§ Exercise brief
Copy the listing in full and exactly, omitting its images.

§ Dataset entries
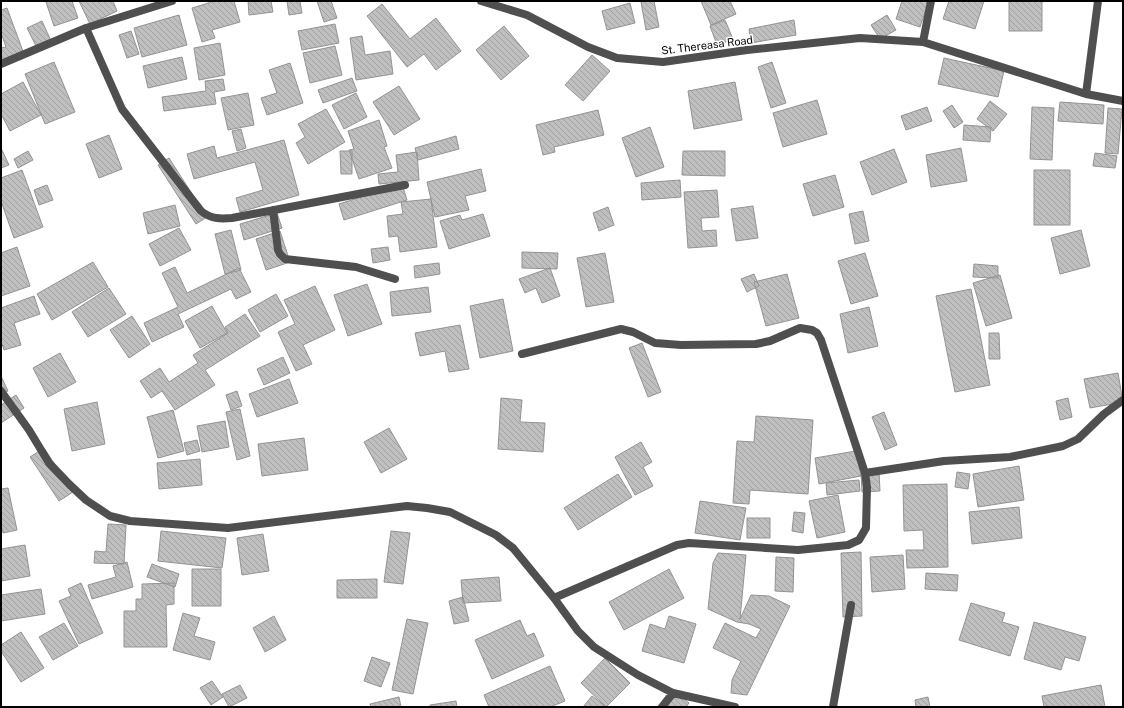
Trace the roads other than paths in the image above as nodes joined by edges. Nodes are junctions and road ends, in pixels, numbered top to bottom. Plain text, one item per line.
1 (172, 1) edge
2 (481, 1) edge
3 (931, 1) edge
4 (1098, 1) edge
5 (86, 28) junction
6 (923, 42) junction
7 (1, 64) edge
8 (1086, 94) junction
9 (1123, 102) edge
10 (405, 184) dead end
11 (273, 210) junction
12 (395, 279) dead end
13 (522, 354) dead end
14 (1, 391) edge
15 (1123, 400) edge
16 (865, 473) junction
17 (554, 598) junction
18 (851, 605) dead end
19 (673, 693) junction
20 (662, 707) edge
21 (735, 707) edge
22 (833, 707) edge

1 - 5 street
2 - 6 street, St. Thereasa Road
3 - 6 street
4 - 8 street
5 - 7 street
5 - 11 street
6 - 8 street, St. Thereasa Road
8 - 9 street, St. Thereasa Road
10 - 11 street
11 - 12 street
13 - 16 street
14 - 17 street
15 - 16 street
16 - 17 street
17 - 19 street
18 - 22 street
19 - 20 street
19 - 21 street

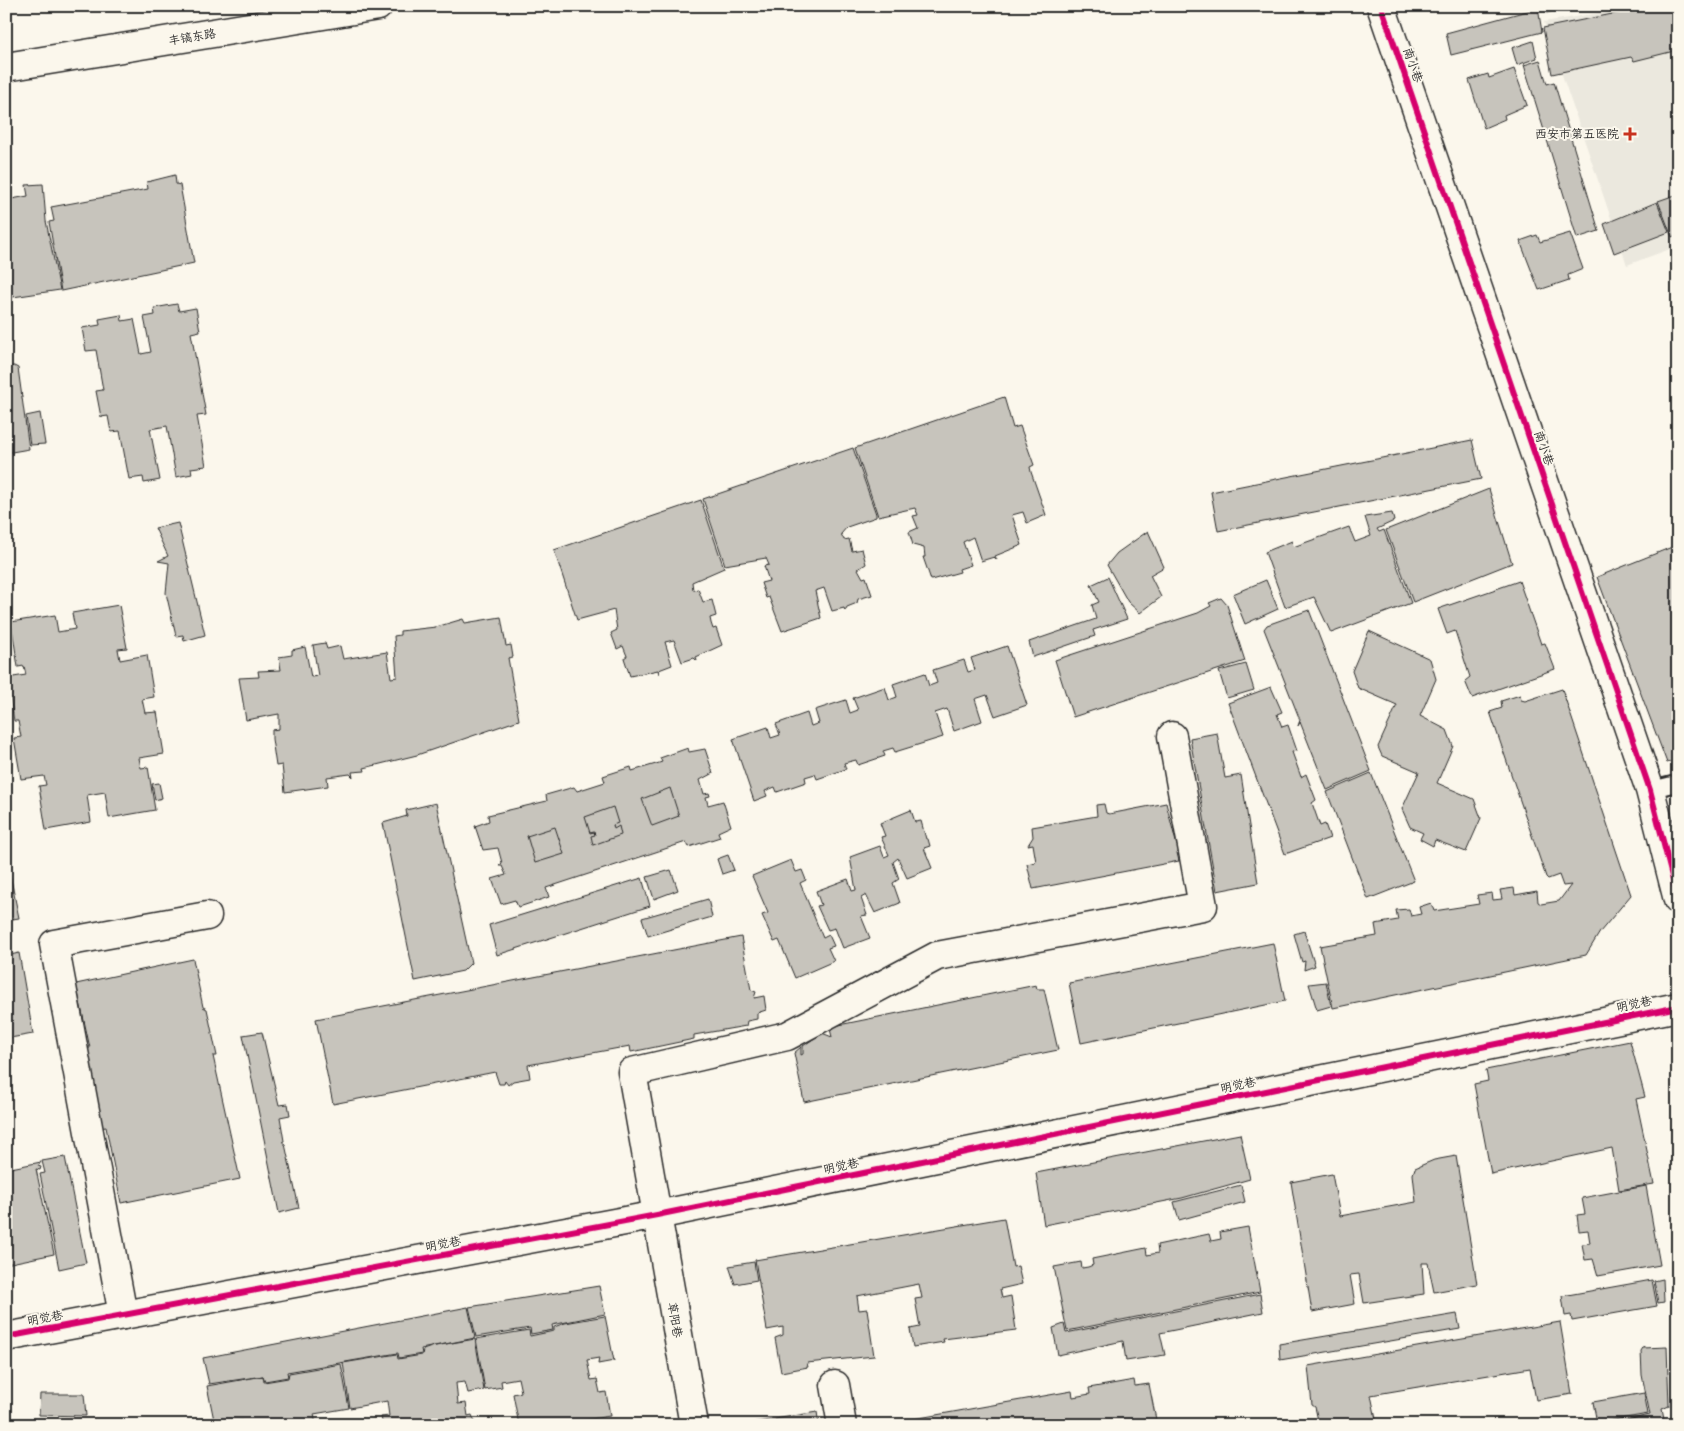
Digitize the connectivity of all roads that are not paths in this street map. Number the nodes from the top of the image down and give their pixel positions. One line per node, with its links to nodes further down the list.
1 (378, 6): 3 (street, 丰镐东路)
2 (1381, 6): 6 (street, 南小巷)
3 (6, 67)
4 (1172, 736): 10 (street, 草阳巷)
5 (1678, 783): 6 (lane)
6 (1650, 790): 7 (street, 南小巷)
7 (1678, 900)
8 (206, 916): 11 (street)
9 (1678, 1007): 10 (street, 明觉巷)
10 (657, 1215): 11 (street, 明觉巷); 14 (street, 草阳巷)
11 (123, 1315): 12 (street, 明觉巷)
12 (6, 1337)
13 (835, 1385): 15 (street)
14 (694, 1425)
15 (842, 1425)

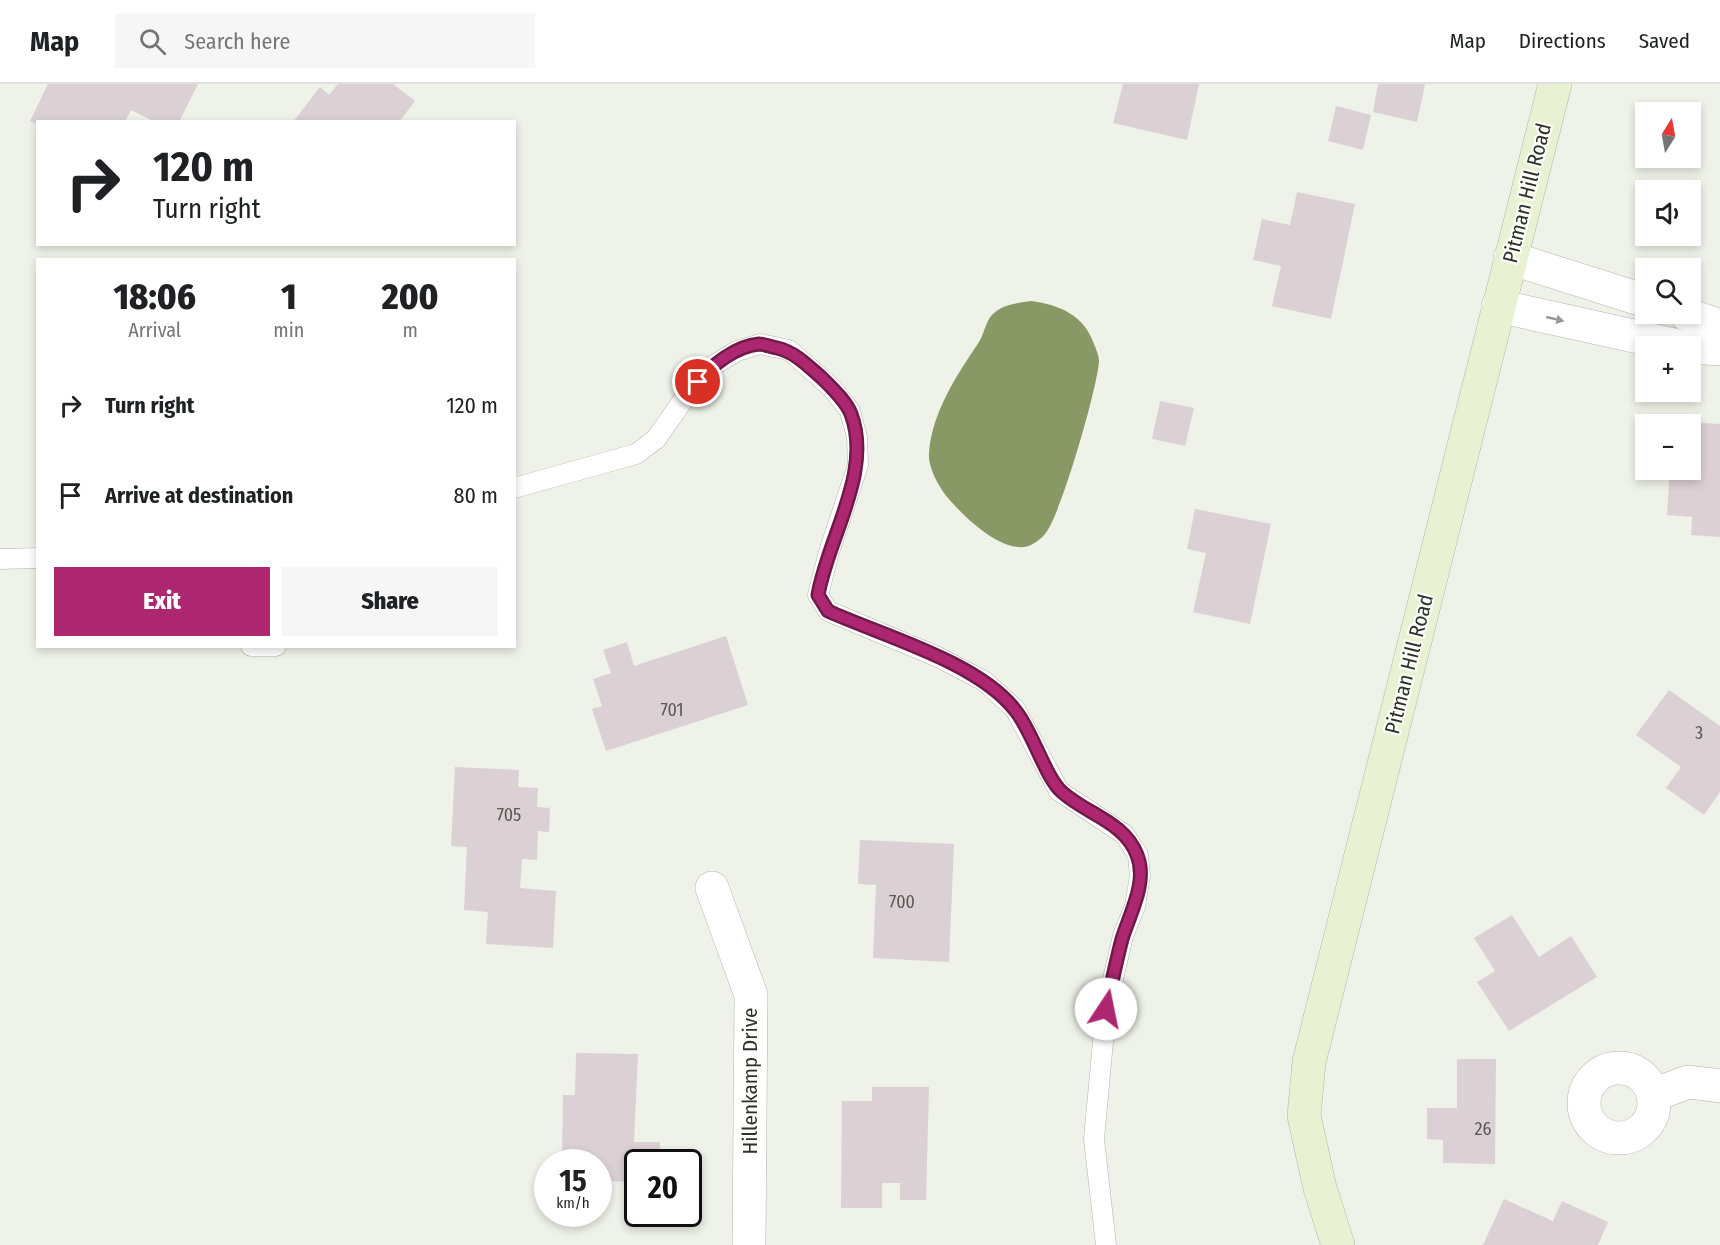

§ Response to this exercise
Trace the roads other than paths in the image above as nodes joined by edges. Nodes are junctions and road ends, in pixels, numbered top to bottom. Plain text, one item per line.
1 (172, 1) edge
2 (481, 1) edge
3 (931, 1) edge
4 (1098, 1) edge
5 (86, 28) junction
6 (923, 42) junction
7 (1, 64) edge
8 (1086, 94) junction
9 (1123, 102) edge
10 (405, 184) dead end
11 (273, 210) junction
12 (395, 279) dead end
13 (522, 354) dead end
14 (1, 391) edge
15 (1123, 400) edge
16 (865, 473) junction
17 (554, 598) junction
18 (851, 605) dead end
19 (673, 693) junction
20 (662, 707) edge
21 (735, 707) edge
22 (833, 707) edge

1 - 5 street
2 - 6 street, St. Thereasa Road
3 - 6 street
4 - 8 street
5 - 7 street
5 - 11 street
6 - 8 street, St. Thereasa Road
8 - 9 street, St. Thereasa Road
10 - 11 street
11 - 12 street
13 - 16 street
14 - 17 street
15 - 16 street
16 - 17 street
17 - 19 street
18 - 22 street
19 - 20 street
19 - 21 street

Digitize the connectivity of all roads that are not paths in this street map. Number the nodes from the top of the image down and give their pixel positions. One line per node, with its links to nodes further down the list.
1 (378, 6): 3 (street, 丰镐东路)
2 (1381, 6): 6 (street, 南小巷)
3 (6, 67)
4 (1172, 736): 10 (street, 草阳巷)
5 (1678, 783): 6 (lane)
6 (1650, 790): 7 (street, 南小巷)
7 (1678, 900)
8 (206, 916): 11 (street)
9 (1678, 1007): 10 (street, 明觉巷)
10 (657, 1215): 11 (street, 明觉巷); 14 (street, 草阳巷)
11 (123, 1315): 12 (street, 明觉巷)
12 (6, 1337)
13 (835, 1385): 15 (street)
14 (694, 1425)
15 (842, 1425)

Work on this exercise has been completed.